Neat. Collective intelligence and decision markets strike again.

The Springwise article speculates, and I agree, that it will be hard to convince people to generate valuable intellectual property for free. Giving contributors a share in profits would be a suitable incentive. Update 4:40pm, Dec 13: Lionel from Crowdspirit explains in the comments that contributors will indeed share in the profits.

It’ll be a powerful day for democracy when this sort of approach manifests itself in politics. Imagine real citizens actually having a direct voice on policy, rather than being forced to filter it through self-interested politicians.

What Can People Do That Computers Can’t?

If you’re interested in the shifting line that demarcates human and computing capabilities, check out this podcast from Jon Udell. It’s a conversation with Nathan McFarland and Benjamin Hill, both of whom are working on so-called “collective intelligence” projects that farm out tasks to ad hoc networks of people. According to Jon, “Nathan runs CastingWords, a podcast transcription service that uses Amazon’s Mechanical Turk to distribute and coordinate [transcription] work to people. Benjamin’s project, Mycroft, packages up puzzle-like tasks in ways that people can interact with on web pages.” You can find the text transcript of the interview here.

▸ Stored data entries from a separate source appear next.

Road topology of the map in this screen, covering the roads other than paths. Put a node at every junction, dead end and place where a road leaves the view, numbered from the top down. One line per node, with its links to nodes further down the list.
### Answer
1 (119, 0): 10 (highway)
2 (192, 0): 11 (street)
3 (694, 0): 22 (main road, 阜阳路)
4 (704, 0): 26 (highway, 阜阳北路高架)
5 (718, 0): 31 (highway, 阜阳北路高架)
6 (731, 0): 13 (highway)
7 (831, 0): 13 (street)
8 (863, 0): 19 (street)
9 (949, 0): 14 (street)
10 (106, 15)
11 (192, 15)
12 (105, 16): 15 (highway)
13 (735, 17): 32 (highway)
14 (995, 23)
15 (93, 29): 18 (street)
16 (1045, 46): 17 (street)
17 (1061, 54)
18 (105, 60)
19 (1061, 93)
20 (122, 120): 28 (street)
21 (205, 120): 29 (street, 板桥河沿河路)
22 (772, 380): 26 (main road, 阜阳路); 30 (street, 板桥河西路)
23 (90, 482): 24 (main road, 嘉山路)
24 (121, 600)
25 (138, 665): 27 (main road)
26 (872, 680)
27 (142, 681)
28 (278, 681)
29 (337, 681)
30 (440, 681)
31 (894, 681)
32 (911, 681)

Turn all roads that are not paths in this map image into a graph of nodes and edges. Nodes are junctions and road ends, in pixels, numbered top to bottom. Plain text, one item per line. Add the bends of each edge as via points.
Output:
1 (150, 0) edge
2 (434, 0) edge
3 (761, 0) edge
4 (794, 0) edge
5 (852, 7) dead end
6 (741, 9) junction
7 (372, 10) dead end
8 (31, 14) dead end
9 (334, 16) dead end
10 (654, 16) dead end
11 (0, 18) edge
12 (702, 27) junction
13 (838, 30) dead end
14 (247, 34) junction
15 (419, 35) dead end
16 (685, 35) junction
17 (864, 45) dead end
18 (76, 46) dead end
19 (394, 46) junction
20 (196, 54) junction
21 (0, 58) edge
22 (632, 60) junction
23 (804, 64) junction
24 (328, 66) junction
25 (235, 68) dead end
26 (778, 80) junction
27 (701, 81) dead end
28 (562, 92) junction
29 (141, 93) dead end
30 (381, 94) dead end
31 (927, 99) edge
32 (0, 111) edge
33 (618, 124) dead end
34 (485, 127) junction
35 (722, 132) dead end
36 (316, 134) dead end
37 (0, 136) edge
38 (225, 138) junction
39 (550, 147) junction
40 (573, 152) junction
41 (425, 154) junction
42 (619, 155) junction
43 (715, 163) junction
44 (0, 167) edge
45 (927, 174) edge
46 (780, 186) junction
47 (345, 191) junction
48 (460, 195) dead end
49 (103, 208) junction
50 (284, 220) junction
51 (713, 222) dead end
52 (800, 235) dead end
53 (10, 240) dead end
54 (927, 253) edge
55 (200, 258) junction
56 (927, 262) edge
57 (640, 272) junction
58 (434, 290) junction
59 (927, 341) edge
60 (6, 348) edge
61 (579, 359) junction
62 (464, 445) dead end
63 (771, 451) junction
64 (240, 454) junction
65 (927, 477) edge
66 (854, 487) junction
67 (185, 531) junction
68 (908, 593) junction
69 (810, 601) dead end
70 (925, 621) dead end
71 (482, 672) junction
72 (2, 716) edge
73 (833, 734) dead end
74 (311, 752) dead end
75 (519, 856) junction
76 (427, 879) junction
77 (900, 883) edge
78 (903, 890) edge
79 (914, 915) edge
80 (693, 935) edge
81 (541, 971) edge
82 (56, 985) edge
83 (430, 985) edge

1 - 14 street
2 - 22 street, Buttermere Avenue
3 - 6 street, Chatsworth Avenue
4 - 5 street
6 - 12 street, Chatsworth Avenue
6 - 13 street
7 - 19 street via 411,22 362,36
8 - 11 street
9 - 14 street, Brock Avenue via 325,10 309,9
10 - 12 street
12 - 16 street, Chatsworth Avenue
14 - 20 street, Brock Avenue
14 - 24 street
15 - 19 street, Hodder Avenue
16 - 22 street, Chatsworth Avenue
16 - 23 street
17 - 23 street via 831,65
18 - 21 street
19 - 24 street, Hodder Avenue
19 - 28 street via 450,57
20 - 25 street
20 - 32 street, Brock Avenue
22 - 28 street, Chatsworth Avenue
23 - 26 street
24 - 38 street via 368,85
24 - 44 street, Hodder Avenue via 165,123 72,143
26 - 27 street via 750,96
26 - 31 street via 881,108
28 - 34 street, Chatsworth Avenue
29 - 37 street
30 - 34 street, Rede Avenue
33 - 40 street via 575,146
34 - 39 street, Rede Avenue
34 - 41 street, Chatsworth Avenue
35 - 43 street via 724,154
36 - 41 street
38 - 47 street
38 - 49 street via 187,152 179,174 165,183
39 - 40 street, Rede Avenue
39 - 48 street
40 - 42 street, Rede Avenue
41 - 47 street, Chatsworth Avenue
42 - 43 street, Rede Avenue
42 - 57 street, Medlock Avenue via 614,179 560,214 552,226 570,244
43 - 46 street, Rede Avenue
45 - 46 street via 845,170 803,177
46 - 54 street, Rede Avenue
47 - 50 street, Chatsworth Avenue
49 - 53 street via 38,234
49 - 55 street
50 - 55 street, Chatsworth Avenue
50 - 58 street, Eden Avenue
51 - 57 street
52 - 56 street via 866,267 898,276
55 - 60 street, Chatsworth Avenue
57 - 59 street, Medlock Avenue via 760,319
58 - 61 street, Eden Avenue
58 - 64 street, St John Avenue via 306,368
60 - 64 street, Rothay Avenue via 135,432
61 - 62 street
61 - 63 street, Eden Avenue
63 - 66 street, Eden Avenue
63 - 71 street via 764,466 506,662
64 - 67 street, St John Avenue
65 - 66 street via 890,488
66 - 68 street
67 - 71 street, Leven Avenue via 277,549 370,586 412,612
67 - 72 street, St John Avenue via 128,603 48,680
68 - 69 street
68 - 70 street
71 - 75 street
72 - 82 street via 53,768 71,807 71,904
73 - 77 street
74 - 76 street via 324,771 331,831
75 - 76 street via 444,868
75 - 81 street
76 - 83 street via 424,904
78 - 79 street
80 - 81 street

Amazon launched Mechanical Turk late in 2005. It really got me thinking about what types of tasks are undigitizable, the interplay between collective intelligence and outsourcing, and related ethics and economics issues including worker conditions and incentives. It’s interesting to see concrete examples of people working in this area and exploring all these issues in great depth. For example, here is how Benjamin Hill approaches the space:

BH: …We’ve started to think of the whole knowledge workspace as divided on one axis along people’s opinions all the way to things that are absolute. Like people’s opinions would be “tag the image”, absolute would be “OCR check this one line of text”. There’s one correct answer versus “it really matters what people thing” and then along another axis we’ve got everything from easy where it just takes a few seconds of time, all the way up to very difficult where it takes a longer amount of time. If you can imagine both Mycroft and CastingWords occupying different bubbled areas of that knowledge workspace, so actually we’re going after different targets and I think both have a lot of value at that point.

Here Jon Udell gives some examples of the types of work that can be tackled in this way:

JU: …I’ll just read through a couple of the kind of examples you give in your commerce net paper. … “is this image inappropriate for children over seventeen”, “annotate this image with descriptive text”, “what is the text in this captcha image”, “how much do you like the clip from this new pop song”, “which hairstyle makes you trust this politician more”. So actually a whole lot of market research survey kind of stuff would seem to fit really nicely into this model.

Both organizations are still experimenting with how to incent workers. In Mycroft’s case it sounds like the work is sometimes purely voluntary and sometimes in exchange for non-monetary rewards. In CastingWords’ case workers are paid small amounts per task completed:

NM: …I think almost all of our workers are people picking up a job here and there. A lot of them have indicated that they are working at the same time as they are working on our stuff at something else, some other job that doesn’t require anything more than a physical presence for whatever reason. A lot of the other ones are stay at home mothers or something like that. This is just a subsidiary income for most of these workers, and there are a lot of them which is part of the reason I think. Our workflow isn’t, we don’t have so much that we can maintain a steady flow for the huge number of workers we have.

It’s interesting stuff. Ultimately I believe technologies like these will change the nature of work, provide work opportunities to more people around the world, and even open up entirely new lines of employment by making certain kinds of tasks much more malleable, portable, and tractable.